_DIRECTIONS_:
Check each line of the records below for the word "that" and copy those where it appears.

────────

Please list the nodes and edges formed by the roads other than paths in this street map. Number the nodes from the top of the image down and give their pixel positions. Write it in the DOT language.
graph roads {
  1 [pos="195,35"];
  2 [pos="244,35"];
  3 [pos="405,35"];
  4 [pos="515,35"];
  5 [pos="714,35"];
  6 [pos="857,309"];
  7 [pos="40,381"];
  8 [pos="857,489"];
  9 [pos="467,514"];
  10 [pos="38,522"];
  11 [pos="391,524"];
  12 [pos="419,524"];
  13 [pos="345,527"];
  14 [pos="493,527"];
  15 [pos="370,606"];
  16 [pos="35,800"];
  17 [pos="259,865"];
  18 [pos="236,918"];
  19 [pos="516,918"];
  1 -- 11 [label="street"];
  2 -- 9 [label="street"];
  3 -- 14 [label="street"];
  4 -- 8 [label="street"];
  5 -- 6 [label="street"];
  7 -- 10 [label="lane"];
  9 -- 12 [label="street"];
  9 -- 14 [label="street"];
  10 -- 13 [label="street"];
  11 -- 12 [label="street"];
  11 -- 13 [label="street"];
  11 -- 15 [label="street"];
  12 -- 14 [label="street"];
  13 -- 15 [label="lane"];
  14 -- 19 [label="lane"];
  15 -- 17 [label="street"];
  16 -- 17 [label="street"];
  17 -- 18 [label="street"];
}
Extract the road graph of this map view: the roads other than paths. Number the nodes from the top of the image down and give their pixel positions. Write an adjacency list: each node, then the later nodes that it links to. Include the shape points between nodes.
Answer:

────────

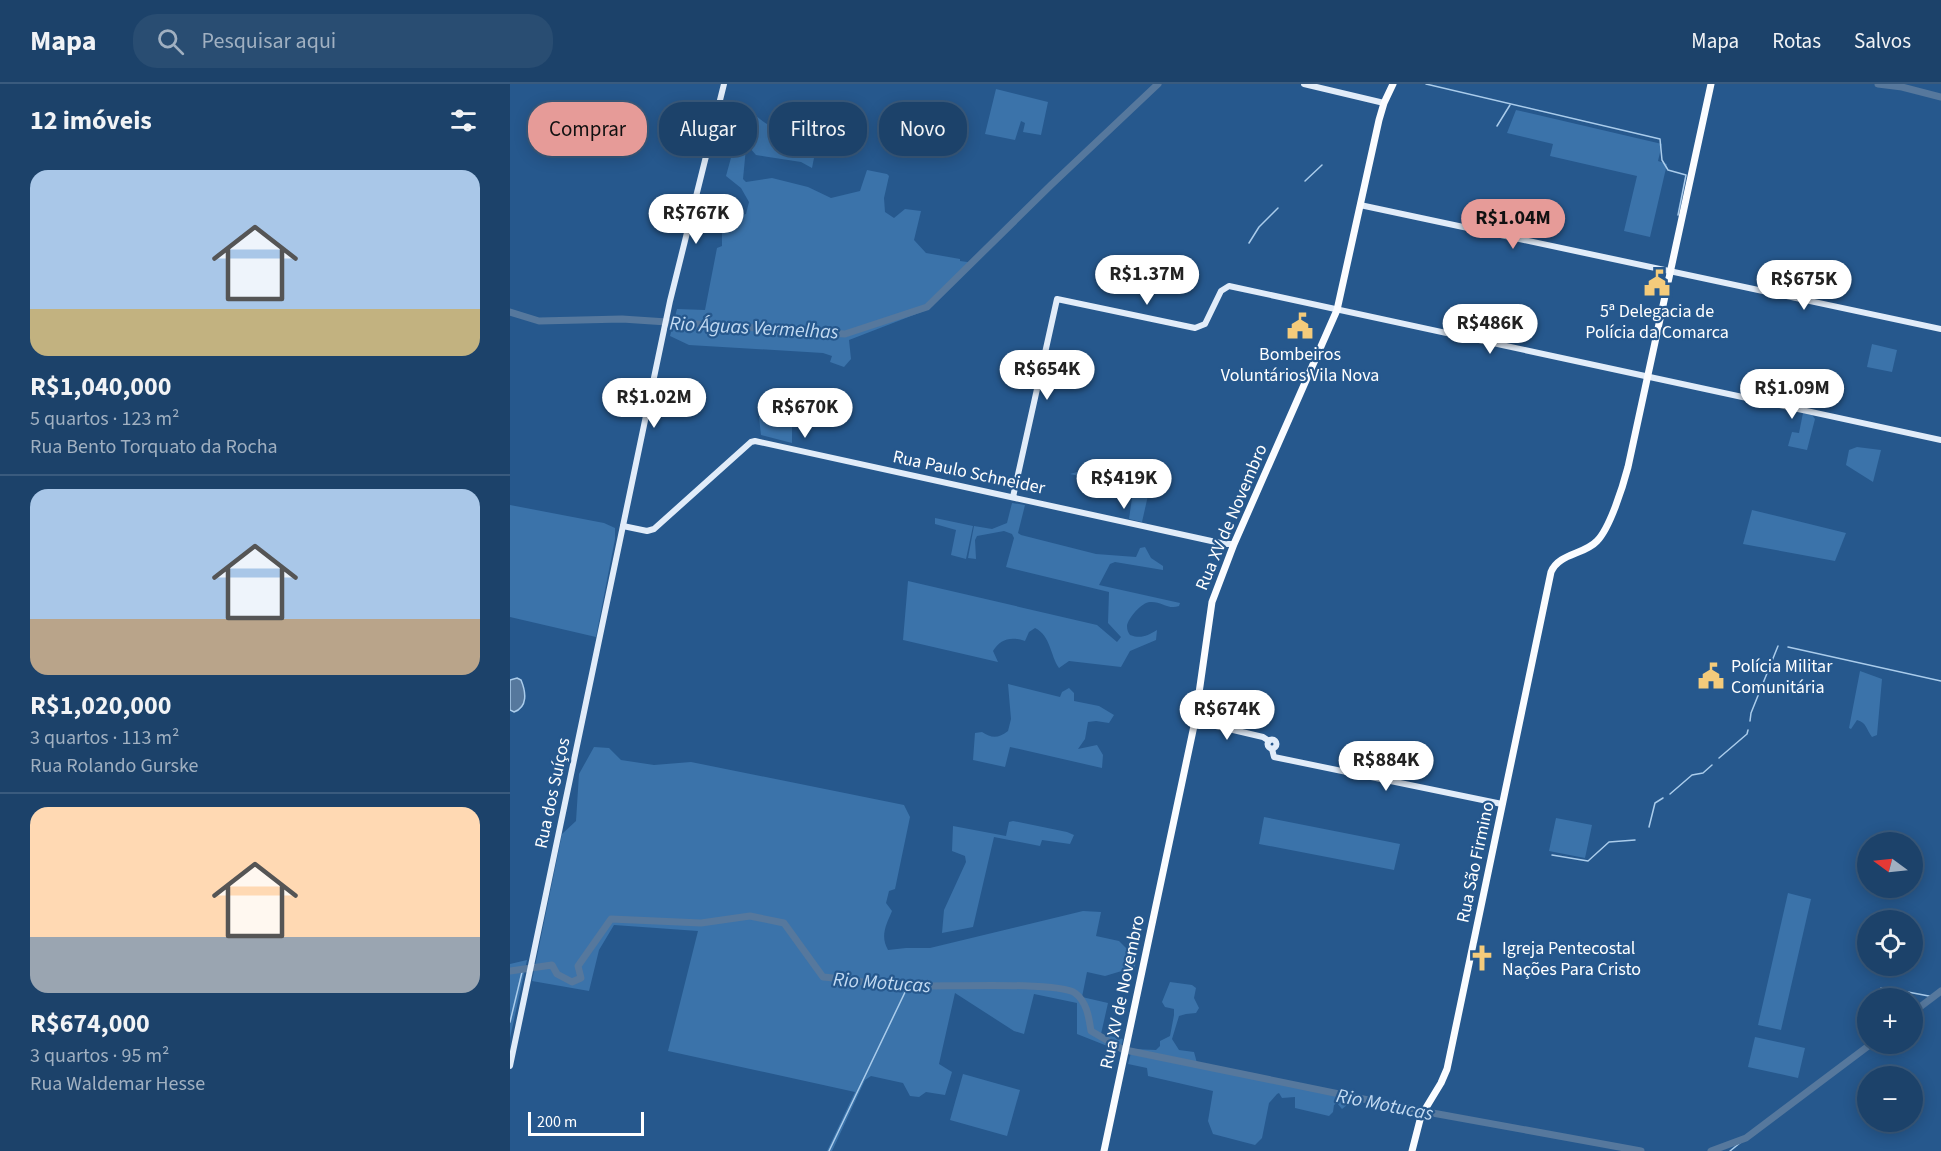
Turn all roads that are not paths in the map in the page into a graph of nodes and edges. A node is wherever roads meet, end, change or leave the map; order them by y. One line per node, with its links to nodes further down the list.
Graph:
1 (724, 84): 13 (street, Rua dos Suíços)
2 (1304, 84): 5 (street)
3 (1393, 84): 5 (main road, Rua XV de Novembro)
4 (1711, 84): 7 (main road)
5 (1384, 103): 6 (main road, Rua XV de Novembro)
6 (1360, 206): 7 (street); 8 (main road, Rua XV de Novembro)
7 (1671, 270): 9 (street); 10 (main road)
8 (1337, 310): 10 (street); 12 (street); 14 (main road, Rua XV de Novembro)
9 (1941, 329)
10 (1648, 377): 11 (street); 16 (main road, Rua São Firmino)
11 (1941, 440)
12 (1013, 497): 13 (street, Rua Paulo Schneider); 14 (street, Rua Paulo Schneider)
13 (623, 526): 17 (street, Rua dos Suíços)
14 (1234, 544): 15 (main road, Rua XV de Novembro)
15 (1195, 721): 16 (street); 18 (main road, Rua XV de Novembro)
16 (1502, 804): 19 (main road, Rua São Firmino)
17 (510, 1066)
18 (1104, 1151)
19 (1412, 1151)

────────

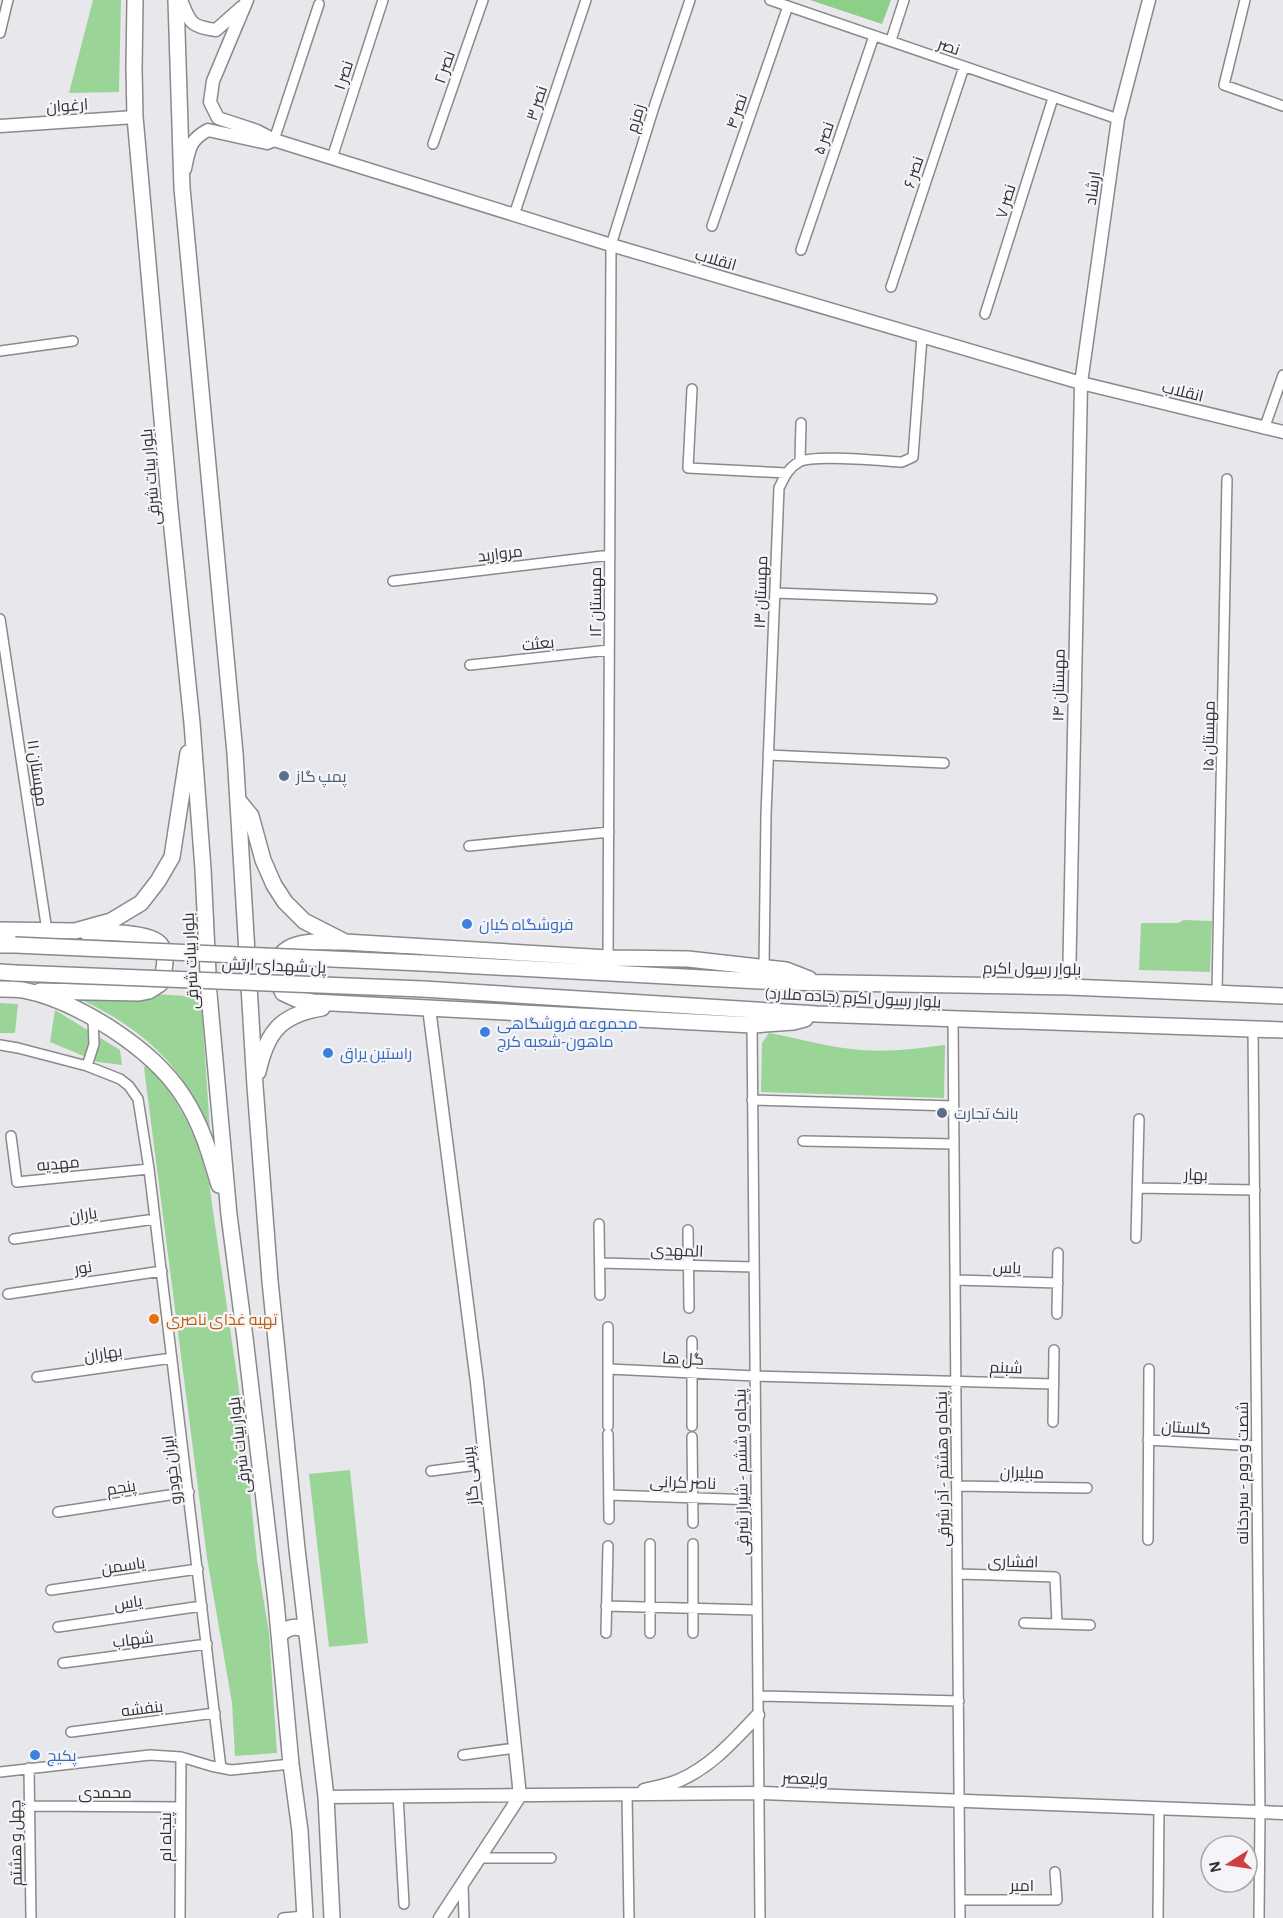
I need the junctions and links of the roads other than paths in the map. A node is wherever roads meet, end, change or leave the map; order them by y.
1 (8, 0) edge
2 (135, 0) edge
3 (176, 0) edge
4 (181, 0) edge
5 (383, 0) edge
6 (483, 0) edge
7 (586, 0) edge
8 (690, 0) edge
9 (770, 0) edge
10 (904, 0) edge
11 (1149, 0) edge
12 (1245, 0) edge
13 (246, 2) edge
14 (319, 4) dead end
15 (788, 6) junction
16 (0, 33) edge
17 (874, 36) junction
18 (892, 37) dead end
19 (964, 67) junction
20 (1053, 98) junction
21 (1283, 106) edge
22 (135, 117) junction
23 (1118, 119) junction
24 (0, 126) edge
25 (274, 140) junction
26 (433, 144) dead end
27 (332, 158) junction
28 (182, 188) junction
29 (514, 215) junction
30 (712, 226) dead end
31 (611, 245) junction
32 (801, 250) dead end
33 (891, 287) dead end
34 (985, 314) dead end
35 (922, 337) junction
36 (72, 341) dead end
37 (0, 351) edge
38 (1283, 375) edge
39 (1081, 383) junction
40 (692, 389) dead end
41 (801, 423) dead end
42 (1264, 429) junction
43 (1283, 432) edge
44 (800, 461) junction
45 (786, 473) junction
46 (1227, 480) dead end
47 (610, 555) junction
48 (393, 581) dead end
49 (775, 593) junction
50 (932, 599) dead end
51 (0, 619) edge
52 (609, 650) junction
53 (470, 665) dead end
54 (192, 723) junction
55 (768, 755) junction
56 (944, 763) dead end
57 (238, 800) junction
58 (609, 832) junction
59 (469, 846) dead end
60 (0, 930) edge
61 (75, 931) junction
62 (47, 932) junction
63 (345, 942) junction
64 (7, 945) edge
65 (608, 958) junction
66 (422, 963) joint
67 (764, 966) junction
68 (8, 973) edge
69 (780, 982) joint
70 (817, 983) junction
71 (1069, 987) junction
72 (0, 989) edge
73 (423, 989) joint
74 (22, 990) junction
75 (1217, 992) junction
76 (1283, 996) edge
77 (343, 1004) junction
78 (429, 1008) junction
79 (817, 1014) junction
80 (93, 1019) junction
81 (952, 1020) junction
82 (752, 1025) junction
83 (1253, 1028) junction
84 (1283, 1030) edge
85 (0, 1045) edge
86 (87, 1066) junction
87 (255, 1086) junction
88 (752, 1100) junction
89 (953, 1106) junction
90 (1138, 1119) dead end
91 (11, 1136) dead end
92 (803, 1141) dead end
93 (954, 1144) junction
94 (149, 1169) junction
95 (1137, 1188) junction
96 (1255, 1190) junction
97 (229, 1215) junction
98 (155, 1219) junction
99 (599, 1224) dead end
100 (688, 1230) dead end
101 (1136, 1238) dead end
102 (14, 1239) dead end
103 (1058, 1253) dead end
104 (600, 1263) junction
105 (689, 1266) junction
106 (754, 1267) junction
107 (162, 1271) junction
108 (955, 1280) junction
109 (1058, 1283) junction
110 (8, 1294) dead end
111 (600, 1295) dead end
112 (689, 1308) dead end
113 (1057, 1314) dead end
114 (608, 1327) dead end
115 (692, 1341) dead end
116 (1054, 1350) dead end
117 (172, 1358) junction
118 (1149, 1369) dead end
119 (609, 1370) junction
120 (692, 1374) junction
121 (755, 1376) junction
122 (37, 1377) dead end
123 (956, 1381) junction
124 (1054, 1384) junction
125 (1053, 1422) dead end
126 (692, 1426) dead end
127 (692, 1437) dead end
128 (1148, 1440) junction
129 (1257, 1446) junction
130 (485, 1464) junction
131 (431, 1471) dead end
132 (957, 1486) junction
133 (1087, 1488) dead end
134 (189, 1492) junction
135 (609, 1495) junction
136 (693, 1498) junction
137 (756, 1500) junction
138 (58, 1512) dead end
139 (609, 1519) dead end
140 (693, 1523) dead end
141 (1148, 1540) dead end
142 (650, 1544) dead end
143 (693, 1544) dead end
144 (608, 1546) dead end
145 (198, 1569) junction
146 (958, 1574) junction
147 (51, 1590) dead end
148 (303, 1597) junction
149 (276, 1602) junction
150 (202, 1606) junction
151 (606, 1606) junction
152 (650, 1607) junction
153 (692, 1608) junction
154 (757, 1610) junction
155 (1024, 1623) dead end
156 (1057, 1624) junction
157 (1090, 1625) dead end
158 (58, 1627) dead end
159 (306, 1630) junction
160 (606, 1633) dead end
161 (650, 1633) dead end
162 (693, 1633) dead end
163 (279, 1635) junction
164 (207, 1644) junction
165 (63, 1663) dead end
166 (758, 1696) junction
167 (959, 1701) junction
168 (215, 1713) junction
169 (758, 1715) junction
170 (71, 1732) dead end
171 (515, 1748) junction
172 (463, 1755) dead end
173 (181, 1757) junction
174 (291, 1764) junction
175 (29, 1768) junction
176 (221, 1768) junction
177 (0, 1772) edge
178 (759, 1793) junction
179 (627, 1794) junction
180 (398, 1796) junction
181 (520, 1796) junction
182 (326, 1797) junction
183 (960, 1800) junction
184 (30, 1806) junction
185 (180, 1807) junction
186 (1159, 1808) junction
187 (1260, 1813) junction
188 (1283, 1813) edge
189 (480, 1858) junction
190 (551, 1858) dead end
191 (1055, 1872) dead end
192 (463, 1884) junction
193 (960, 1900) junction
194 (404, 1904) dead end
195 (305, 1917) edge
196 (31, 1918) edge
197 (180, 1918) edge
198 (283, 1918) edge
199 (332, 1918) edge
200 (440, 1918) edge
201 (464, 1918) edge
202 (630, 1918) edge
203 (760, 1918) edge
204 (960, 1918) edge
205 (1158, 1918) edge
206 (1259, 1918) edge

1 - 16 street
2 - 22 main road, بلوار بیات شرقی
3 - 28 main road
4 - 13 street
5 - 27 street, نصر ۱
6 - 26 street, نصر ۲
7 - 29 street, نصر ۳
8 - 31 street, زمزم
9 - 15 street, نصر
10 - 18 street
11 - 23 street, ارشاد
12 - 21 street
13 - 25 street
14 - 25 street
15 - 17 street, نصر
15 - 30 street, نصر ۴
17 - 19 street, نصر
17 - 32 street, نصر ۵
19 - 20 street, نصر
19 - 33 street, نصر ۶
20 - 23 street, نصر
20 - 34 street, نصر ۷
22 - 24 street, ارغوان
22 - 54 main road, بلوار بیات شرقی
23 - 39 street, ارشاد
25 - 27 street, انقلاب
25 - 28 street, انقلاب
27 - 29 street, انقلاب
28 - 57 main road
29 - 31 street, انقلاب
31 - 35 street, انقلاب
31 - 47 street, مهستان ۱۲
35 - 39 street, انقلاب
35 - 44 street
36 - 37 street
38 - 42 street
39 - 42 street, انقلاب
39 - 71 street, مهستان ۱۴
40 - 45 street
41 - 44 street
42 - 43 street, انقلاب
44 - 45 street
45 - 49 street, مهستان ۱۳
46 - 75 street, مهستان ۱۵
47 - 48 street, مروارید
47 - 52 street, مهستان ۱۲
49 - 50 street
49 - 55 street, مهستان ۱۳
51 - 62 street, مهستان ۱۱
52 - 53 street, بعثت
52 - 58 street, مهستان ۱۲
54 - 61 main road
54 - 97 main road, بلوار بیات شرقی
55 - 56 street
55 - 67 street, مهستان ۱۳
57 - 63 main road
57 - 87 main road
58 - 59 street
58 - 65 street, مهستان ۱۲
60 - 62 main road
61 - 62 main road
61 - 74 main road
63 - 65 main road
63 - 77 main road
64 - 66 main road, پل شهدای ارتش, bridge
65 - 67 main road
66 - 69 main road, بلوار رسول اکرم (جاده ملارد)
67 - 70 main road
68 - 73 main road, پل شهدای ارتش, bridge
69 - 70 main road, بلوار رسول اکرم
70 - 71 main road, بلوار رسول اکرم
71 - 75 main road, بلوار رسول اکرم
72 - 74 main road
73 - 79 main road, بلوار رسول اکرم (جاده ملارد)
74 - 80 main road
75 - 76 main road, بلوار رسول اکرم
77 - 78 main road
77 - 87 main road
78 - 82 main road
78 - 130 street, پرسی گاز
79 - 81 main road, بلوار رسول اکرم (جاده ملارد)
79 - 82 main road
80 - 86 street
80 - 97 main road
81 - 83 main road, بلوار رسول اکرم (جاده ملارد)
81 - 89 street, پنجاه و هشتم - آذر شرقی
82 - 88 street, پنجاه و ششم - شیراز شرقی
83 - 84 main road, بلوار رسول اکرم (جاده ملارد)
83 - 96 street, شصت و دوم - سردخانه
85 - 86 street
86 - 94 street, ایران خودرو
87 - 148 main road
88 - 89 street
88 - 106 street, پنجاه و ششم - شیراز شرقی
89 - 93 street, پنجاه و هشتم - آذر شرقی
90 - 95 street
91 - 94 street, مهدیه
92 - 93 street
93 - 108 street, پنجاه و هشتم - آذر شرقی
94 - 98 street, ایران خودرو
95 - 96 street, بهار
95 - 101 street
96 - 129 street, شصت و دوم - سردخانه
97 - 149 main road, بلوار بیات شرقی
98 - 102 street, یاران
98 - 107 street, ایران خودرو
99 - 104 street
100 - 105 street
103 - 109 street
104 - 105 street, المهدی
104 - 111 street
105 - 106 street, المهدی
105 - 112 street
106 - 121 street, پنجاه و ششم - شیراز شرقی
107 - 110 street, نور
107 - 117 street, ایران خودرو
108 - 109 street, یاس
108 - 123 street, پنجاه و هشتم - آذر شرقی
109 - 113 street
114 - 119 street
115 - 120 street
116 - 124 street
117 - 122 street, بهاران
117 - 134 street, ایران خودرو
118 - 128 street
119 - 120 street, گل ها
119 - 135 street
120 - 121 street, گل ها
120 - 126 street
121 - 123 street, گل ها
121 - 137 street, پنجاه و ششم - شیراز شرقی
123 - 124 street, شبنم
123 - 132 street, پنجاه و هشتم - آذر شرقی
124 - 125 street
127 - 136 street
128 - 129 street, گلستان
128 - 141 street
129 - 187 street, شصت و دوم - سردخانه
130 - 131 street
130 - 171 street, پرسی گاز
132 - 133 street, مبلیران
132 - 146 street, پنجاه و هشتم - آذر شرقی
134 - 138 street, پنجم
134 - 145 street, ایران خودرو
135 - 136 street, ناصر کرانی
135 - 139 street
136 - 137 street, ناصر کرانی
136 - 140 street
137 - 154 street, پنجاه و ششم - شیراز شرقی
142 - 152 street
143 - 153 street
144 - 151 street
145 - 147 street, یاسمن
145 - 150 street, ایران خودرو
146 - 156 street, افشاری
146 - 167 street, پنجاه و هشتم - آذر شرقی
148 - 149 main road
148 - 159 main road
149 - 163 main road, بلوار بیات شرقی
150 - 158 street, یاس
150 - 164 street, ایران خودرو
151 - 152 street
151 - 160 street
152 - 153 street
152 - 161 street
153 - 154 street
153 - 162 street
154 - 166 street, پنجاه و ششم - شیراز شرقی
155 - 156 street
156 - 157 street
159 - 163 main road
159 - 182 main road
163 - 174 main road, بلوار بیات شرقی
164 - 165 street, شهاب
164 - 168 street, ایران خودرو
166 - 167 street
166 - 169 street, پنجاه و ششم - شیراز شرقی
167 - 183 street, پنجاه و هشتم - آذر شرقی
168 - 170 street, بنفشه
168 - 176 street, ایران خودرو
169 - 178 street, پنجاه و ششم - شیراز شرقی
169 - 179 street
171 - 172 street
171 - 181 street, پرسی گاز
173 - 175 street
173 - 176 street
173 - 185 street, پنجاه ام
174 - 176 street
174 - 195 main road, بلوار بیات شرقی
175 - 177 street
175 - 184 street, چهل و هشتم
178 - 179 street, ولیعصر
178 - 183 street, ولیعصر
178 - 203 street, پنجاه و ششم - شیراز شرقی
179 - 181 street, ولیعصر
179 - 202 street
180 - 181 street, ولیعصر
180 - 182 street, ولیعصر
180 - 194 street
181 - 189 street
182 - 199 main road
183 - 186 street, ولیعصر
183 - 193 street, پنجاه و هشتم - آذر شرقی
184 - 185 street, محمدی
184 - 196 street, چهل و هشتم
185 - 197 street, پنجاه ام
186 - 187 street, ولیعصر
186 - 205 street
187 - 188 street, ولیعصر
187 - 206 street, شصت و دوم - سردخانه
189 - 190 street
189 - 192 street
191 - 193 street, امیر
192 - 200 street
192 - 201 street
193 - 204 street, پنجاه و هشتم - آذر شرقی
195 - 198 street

────────

_EXPECTED ANSWER_:
Extract the road graph of this map view: the roads other than paths. Number the nodes from the top of the image down and give their pixel positions. Write an adjacency list: each node, then the later nodes that it links to. Include the shape points between nodes.
Turn all roads that are not paths in the map in the page into a graph of nodes and edges. A node is wherever roads meet, end, change or leave the map; order them by y. One line per node, with its links to nodes further down the list.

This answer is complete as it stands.